The housing minister Brandon Lewis unveiled the “vacant building credit” at the end of 2014, but it immediately came under fire from councils experiencing chronic housing shortages.

The credit allowed developers planning to convert vacant office buildings into flats to pay only an affordable-housing levy on new space created, rather than on the whole building. Before this, housebuilders had an obligation to include affordable homes in all new developments or pay councils a contribution for building such homes locally.

Westminster council in London claimed it could lose £1bn a year from its affordable-housing pot and a senior official branded the policy “insane”. A potential payment from the Abu Dhabi Investment Council and developer Finchatton on their redevelopment of the former US Navy HQ in Mayfair, could have shrunk from £17.6m to just £8.6m, it said.

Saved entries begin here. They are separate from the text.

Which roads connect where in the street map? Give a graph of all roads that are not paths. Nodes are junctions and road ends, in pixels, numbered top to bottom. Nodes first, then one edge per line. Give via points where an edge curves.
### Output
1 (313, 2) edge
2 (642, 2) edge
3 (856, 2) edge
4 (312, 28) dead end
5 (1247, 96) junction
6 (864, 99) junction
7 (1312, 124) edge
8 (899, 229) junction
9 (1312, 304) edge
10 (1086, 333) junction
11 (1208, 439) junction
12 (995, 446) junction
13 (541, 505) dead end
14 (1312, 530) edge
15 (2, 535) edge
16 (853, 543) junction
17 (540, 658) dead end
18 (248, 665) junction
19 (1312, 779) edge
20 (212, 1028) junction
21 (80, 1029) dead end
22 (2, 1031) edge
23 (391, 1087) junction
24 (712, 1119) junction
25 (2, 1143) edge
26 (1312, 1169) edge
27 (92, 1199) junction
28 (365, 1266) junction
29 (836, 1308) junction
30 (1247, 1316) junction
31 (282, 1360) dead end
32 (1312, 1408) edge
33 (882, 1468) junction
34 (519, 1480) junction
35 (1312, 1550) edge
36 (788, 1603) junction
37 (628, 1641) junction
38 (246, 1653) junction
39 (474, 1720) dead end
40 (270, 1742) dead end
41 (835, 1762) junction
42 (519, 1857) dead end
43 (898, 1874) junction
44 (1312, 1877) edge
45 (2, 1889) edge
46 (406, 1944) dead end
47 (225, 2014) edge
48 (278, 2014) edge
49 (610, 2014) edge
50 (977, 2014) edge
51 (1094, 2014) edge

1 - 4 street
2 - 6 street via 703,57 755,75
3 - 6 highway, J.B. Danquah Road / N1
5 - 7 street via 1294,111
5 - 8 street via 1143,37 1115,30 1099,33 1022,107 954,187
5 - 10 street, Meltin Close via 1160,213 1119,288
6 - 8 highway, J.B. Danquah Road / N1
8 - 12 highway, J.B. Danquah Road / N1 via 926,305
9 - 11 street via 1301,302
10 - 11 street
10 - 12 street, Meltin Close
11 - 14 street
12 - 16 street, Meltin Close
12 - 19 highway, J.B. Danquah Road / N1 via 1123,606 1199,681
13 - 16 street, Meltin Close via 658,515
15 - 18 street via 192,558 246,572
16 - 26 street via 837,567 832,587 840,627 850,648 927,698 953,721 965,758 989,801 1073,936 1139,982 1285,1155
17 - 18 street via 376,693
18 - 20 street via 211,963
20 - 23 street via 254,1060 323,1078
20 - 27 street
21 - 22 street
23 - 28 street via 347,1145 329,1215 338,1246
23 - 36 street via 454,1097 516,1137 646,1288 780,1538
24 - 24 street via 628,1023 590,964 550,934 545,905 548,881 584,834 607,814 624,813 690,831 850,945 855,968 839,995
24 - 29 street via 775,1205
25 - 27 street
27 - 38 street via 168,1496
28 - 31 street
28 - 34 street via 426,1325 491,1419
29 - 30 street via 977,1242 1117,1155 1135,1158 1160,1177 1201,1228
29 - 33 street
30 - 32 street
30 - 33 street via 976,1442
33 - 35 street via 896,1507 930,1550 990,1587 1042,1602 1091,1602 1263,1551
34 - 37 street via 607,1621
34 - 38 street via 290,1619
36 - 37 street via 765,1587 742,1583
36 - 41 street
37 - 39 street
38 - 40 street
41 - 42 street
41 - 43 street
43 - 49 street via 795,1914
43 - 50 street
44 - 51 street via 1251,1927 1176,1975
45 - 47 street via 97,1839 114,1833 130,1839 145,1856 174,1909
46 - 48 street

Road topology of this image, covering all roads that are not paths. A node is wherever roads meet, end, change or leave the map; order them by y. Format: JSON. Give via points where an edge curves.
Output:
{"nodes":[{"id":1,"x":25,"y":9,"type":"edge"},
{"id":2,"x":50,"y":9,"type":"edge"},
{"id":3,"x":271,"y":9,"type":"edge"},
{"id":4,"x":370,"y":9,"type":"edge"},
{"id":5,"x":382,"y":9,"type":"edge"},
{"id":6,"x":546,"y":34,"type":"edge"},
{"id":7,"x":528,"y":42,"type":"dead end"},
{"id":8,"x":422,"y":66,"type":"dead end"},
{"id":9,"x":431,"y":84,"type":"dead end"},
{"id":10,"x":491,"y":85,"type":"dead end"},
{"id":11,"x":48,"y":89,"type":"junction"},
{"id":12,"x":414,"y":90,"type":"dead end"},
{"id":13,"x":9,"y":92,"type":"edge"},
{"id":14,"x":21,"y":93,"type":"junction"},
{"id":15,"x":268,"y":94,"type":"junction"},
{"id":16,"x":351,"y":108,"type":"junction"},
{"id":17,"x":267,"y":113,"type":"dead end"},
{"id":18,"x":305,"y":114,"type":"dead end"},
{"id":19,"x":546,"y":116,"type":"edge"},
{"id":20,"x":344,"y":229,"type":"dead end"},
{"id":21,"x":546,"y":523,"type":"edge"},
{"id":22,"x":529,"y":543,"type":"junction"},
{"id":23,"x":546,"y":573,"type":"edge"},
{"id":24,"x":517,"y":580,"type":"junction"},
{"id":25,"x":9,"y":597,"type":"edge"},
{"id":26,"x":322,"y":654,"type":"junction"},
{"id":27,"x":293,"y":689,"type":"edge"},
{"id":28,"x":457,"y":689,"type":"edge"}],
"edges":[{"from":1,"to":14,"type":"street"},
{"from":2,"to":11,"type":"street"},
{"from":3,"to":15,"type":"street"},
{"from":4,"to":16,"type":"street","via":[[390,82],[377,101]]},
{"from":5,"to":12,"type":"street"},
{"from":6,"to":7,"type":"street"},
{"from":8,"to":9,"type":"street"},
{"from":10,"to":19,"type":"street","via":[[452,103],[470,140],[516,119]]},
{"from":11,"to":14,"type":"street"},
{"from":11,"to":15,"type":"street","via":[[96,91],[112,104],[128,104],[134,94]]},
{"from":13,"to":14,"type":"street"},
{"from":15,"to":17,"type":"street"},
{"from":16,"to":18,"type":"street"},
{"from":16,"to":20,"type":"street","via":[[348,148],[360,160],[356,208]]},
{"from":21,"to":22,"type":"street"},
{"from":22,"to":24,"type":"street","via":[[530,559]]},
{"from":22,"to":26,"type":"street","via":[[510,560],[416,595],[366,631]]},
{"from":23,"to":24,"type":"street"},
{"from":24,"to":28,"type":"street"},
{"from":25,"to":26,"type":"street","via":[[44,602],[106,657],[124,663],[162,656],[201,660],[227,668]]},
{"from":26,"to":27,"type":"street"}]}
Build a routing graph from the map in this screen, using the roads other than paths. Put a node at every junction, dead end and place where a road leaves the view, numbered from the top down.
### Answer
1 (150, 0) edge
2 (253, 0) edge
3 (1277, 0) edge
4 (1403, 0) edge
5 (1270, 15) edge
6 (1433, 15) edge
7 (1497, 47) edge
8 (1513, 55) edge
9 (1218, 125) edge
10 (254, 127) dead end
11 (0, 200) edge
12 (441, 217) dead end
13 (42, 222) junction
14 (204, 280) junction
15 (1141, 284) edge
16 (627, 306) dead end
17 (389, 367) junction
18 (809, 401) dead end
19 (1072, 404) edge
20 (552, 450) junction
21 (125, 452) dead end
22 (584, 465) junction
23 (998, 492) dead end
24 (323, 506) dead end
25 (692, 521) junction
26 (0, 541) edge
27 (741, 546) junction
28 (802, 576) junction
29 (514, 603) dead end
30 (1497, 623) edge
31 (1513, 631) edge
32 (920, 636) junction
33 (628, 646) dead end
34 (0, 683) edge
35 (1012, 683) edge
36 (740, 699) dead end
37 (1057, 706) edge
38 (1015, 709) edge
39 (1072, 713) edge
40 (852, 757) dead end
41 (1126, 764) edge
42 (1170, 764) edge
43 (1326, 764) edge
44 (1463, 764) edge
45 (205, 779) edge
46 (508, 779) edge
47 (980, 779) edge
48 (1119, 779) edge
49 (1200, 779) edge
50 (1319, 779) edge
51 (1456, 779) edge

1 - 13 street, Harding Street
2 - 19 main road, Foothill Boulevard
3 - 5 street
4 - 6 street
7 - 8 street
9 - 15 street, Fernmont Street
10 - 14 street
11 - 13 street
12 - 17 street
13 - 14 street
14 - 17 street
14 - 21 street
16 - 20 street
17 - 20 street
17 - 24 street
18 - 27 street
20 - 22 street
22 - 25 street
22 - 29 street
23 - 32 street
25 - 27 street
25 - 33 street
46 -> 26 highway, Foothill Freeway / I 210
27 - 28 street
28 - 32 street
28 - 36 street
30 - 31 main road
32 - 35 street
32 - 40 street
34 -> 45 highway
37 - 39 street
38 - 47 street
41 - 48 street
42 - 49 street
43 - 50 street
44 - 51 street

In addition, a policy which excluded developments of 10 homes and just under 11,000 square feet or less, from the requirement to provide or contribute to affordable housing provision, was also scrapped.

But a legal challenge by West Berkshire District council and Reading borough council has resulted in a judge ruling that part of the policy was incompatible with the statutory planning framework. The two councils had warned they would have had to cut the number of affordable homes they built by 15 to 30 per cent a year.

Daniel Farrand, the head of planning at law firm Mishcon de Reya, said: “This means that councils will be able to once again levy affordable housing requirements on developments in accordance with their own Local Plan policies.”

Peter Dines, at Gerald Eve, called the decision “a clear blow for the Government”.

Mr Lewis originally introduced the plans to boost housebuilding and bring vacant properties back into use. Some planning advisers believed the credit would help encourage more housebuilding outside London where house price inflation has been lower. But there were concerns some London developers would deliberately kick tenants out of offices to convert them into flats.

Tessa Jowell, the Labour politican and London mayoral hopeful, welcomed the ruling: “The vacant building credit has done untold damage to London… It has been clear for months that the Government got this badly wrong.” And the pressure group Generation Rent said: “Developers must at the very least help build homes that are genuinely affordable.”

But Brian Berry, the chief executive of the Federation of Master Builders, warned: “This decision threatens to accentuate the housing crisis by casting a dark cloud on small local builders just when these firms are beginning to show signs of real growth.”

The Department for Communities and Local Government said it was “disappointed by the outcome” and will be seeking permission to appeal.

“We’ve got Britain building and we’re determined to maintain this momentum, including by reducing the red tape and extra costs that prevent smaller developments from getting built,” the DCLG added.